- _Problem requirements_
Your task is to transcribe all the entries exactly, excluding pictures.

Supplied information Block Start

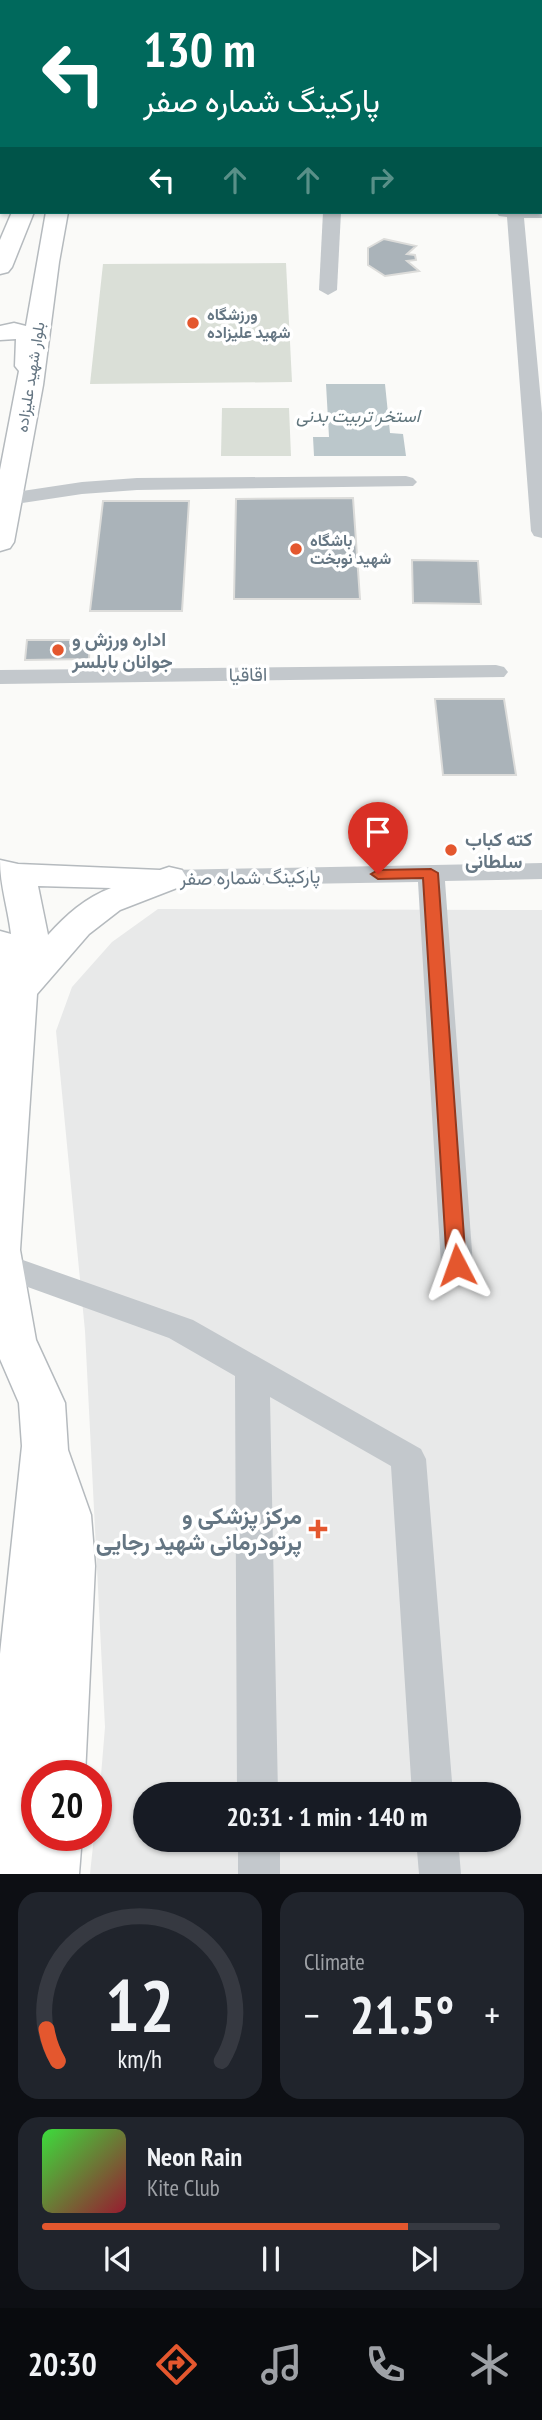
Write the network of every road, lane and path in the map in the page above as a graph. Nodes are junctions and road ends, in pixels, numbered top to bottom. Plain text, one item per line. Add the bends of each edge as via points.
1 (22, 214) edge
2 (57, 214) edge
3 (332, 214) edge
4 (515, 214) edge
5 (47, 262) junction
6 (0, 267) edge
7 (328, 290) dead end
8 (0, 311) edge
9 (0, 333) edge
10 (30, 385) junction
11 (536, 394) edge
12 (538, 433) edge
13 (406, 482) dead end
14 (9, 499) junction
15 (542, 531) edge
16 (0, 542) edge
17 (496, 672) dead end
18 (0, 677) edge
19 (542, 871) edge
20 (5, 873) edge
21 (431, 873) junction
22 (169, 878) junction
23 (0, 943) edge
24 (18, 992) junction
25 (5, 1099) edge
26 (1, 1255) edge
27 (457, 1265) dead end
28 (7, 1353) edge
29 (252, 1369) junction
30 (45, 1446) junction
31 (59, 1760) edge
32 (258, 1782) edge
33 (432, 1782) edge
34 (53, 1851) edge
35 (259, 1852) edge
36 (438, 1852) edge
37 (5, 1874) edge
38 (51, 1874) edge
39 (259, 1874) edge
40 (440, 1874) edge

1 - 6 main road
2 - 5 main road, بلوار شهید علیزاده
3 - 7 street
4 - 11 street
5 - 8 main road via 29,284 21,304
5 - 10 main road, بلوار شهید علیزاده
9 - 10 main road via 14,330 28,335
10 - 14 main road, بلوار شهید علیزاده
11 - 12 street
12 - 15 street
13 - 14 street via 137,484
14 - 16 main road, بلوار شهید علیزاده
17 - 18 street, اقاقیا
19 - 21 street, پارکینگ شماره صفر
20 - 22 main road
20 - 24 main road via 25,903 30,941
21 - 22 street, پارکینگ شماره صفر
21 - 27 street
22 - 24 main road via 107,902 76,926
23 - 24 main road
24 - 25 main road
25 - 26 main road
26 - 28 main road
26 - 29 street via 181,1328
28 - 30 main road via 42,1403
29 - 32 street
29 - 33 street via 408,1459
30 - 31 main road via 67,1515 69,1537
30 - 37 main road
34 - 38 main road
35 - 39 street
36 - 40 street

Supplied information Block End

- _Result_
Write the network of every road, lane and path in the map in the page above as a graph. Nodes are junctions and road ends, in pixels, numbered top to bottom. Plain text, one item per line. Add the bends of each edge as via points.
1 (22, 214) edge
2 (57, 214) edge
3 (332, 214) edge
4 (515, 214) edge
5 (47, 262) junction
6 (0, 267) edge
7 (328, 290) dead end
8 (0, 311) edge
9 (0, 333) edge
10 (30, 385) junction
11 (536, 394) edge
12 (538, 433) edge
13 (406, 482) dead end
14 (9, 499) junction
15 (542, 531) edge
16 (0, 542) edge
17 (496, 672) dead end
18 (0, 677) edge
19 (542, 871) edge
20 (5, 873) edge
21 (431, 873) junction
22 (169, 878) junction
23 (0, 943) edge
24 (18, 992) junction
25 (5, 1099) edge
26 (1, 1255) edge
27 (457, 1265) dead end
28 (7, 1353) edge
29 (252, 1369) junction
30 (45, 1446) junction
31 (59, 1760) edge
32 (258, 1782) edge
33 (432, 1782) edge
34 (53, 1851) edge
35 (259, 1852) edge
36 (438, 1852) edge
37 (5, 1874) edge
38 (51, 1874) edge
39 (259, 1874) edge
40 (440, 1874) edge

1 - 6 main road
2 - 5 main road, بلوار شهید علیزاده
3 - 7 street
4 - 11 street
5 - 8 main road via 29,284 21,304
5 - 10 main road, بلوار شهید علیزاده
9 - 10 main road via 14,330 28,335
10 - 14 main road, بلوار شهید علیزاده
11 - 12 street
12 - 15 street
13 - 14 street via 137,484
14 - 16 main road, بلوار شهید علیزاده
17 - 18 street, اقاقیا
19 - 21 street, پارکینگ شماره صفر
20 - 22 main road
20 - 24 main road via 25,903 30,941
21 - 22 street, پارکینگ شماره صفر
21 - 27 street
22 - 24 main road via 107,902 76,926
23 - 24 main road
24 - 25 main road
25 - 26 main road
26 - 28 main road
26 - 29 street via 181,1328
28 - 30 main road via 42,1403
29 - 32 street
29 - 33 street via 408,1459
30 - 31 main road via 67,1515 69,1537
30 - 37 main road
34 - 38 main road
35 - 39 street
36 - 40 street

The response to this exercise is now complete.